**Provided material**
:::::
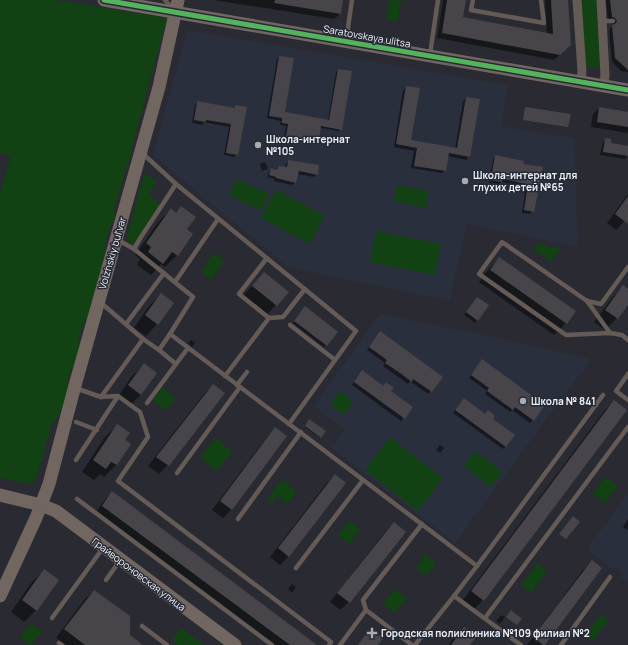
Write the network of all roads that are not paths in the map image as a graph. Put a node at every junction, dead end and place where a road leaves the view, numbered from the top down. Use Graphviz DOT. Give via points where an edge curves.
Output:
:::::
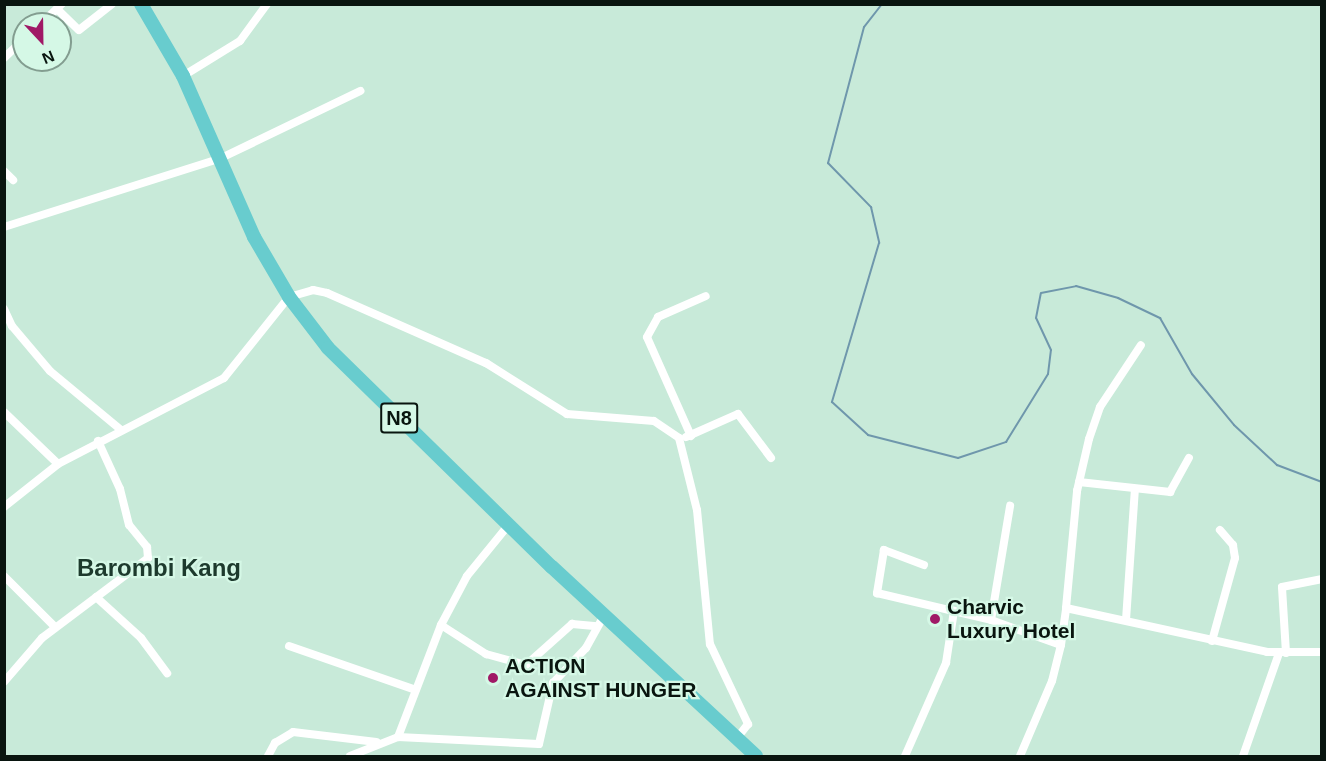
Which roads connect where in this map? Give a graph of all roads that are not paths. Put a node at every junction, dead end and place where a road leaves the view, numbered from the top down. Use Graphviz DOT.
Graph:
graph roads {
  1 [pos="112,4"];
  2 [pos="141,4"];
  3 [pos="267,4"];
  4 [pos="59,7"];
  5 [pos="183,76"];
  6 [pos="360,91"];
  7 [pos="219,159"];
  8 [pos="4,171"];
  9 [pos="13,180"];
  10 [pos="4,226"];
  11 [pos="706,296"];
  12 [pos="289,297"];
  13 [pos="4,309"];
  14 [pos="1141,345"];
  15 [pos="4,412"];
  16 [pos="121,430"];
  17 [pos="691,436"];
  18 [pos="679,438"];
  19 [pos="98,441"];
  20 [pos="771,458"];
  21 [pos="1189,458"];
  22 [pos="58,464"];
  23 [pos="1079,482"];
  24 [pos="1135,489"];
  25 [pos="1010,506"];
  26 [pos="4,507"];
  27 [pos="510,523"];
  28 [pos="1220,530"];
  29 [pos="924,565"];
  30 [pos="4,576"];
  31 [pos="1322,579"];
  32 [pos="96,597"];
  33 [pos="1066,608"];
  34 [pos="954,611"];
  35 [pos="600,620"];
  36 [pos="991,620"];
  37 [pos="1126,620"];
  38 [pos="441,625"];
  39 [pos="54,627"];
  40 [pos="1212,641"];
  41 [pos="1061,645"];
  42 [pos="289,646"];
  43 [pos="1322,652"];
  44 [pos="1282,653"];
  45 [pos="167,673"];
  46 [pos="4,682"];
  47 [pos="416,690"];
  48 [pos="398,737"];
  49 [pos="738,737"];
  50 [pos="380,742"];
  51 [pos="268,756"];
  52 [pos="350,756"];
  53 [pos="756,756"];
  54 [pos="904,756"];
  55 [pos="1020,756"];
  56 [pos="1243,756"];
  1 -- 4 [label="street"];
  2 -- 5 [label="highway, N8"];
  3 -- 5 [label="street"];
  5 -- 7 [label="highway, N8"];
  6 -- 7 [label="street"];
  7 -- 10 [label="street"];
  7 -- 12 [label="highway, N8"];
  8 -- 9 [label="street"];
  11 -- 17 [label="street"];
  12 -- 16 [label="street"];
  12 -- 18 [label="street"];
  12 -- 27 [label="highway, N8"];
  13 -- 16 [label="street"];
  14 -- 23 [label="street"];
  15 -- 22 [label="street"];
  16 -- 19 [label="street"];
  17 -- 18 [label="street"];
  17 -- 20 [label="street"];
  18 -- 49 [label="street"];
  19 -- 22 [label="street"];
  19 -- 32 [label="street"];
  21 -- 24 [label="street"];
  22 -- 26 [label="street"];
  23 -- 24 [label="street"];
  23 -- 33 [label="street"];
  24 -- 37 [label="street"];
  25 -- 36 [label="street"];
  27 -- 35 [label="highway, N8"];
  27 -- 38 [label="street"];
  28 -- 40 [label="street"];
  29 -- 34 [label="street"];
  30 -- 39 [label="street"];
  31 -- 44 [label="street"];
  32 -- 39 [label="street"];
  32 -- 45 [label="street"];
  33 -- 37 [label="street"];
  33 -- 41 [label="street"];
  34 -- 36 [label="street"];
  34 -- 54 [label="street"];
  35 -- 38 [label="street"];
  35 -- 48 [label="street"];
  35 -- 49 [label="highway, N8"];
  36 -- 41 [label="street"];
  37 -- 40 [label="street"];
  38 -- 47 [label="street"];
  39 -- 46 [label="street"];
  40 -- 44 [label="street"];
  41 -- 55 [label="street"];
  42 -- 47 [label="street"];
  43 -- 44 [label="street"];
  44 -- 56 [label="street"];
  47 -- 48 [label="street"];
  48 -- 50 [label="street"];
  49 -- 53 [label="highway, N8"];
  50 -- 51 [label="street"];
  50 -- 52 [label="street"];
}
:::::
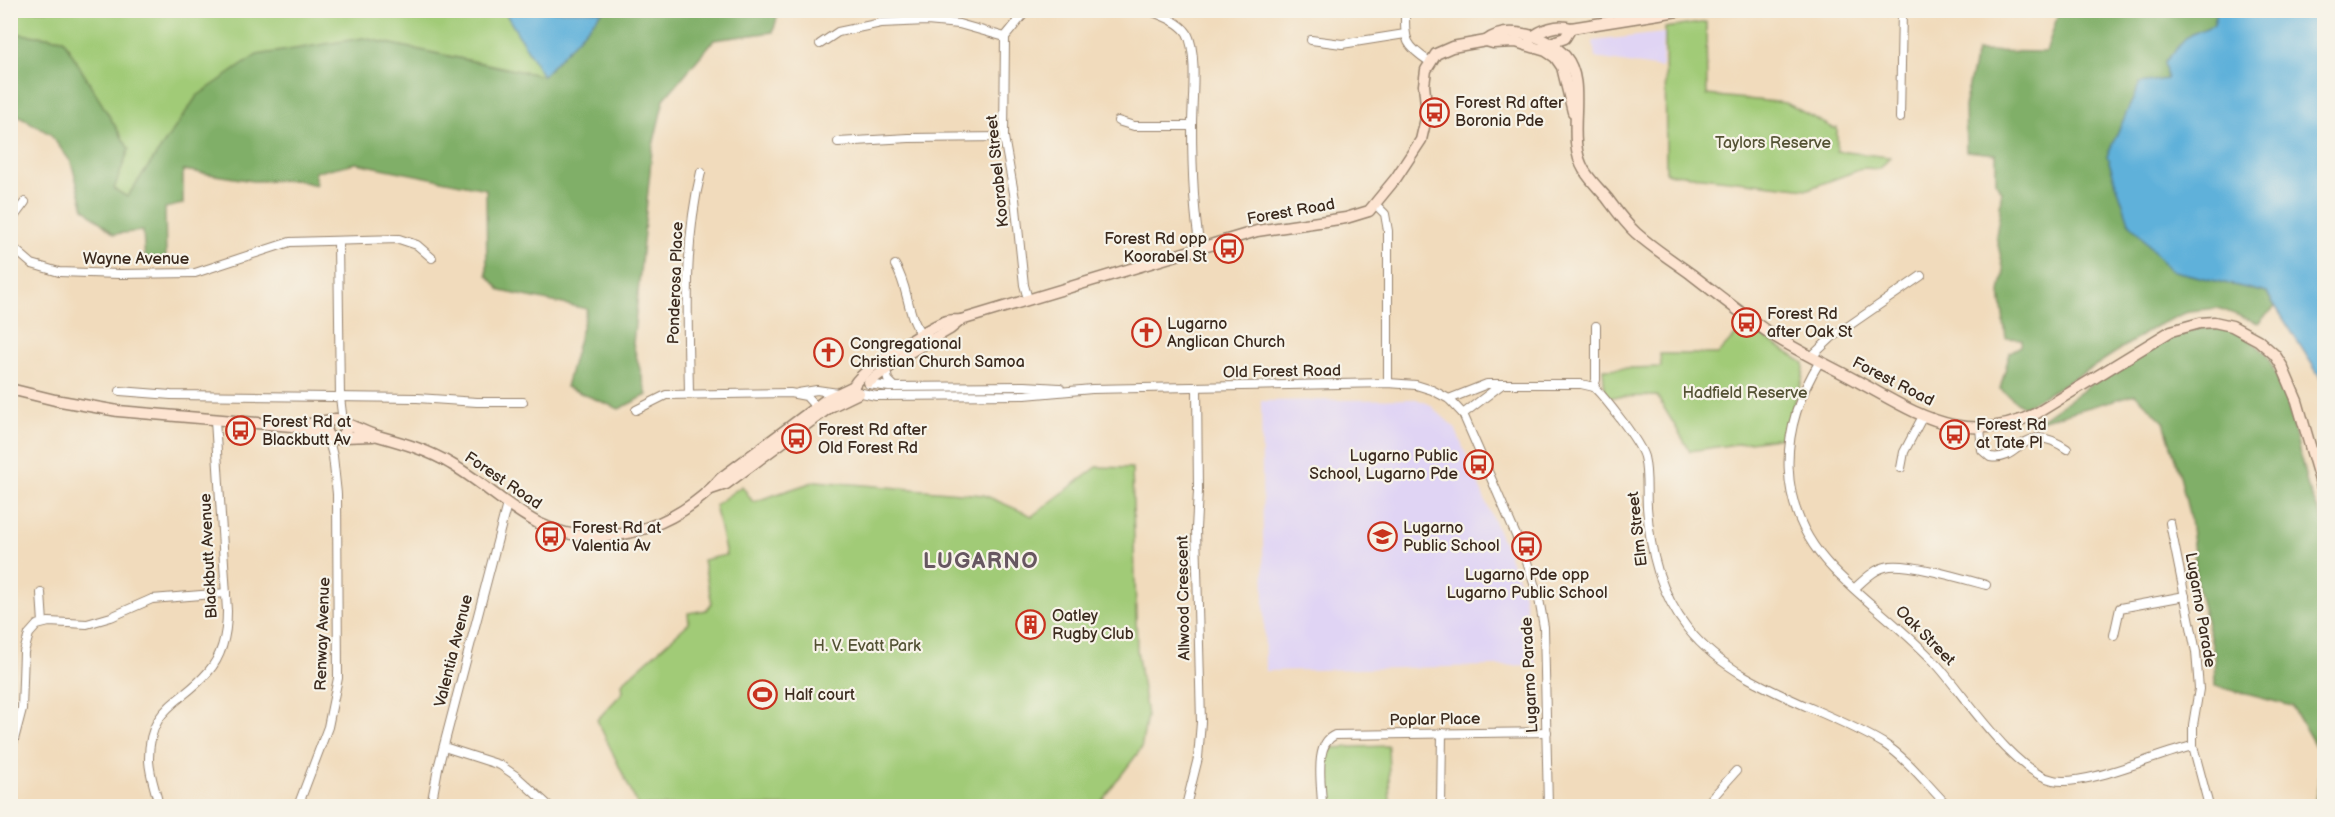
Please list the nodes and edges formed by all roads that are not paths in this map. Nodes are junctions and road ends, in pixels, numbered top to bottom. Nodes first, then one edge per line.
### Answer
:::::
**What to work on**
In the records above, find each line that holds the word "dead"; copy all such lines.

**Answer to this exercise**
Write the network of all roads that are not paths in the map image as a graph. Put a node at every junction, dead end and place where a road leaves the view, numbered from the top down. Use Graphviz DOT. Give via points where an edge curves.
Which roads connect where in this map? Give a graph of all roads that are not paths. Put a node at every junction, dead end and place where a road leaves the view, numbered from the top down. Use Graphviz DOT.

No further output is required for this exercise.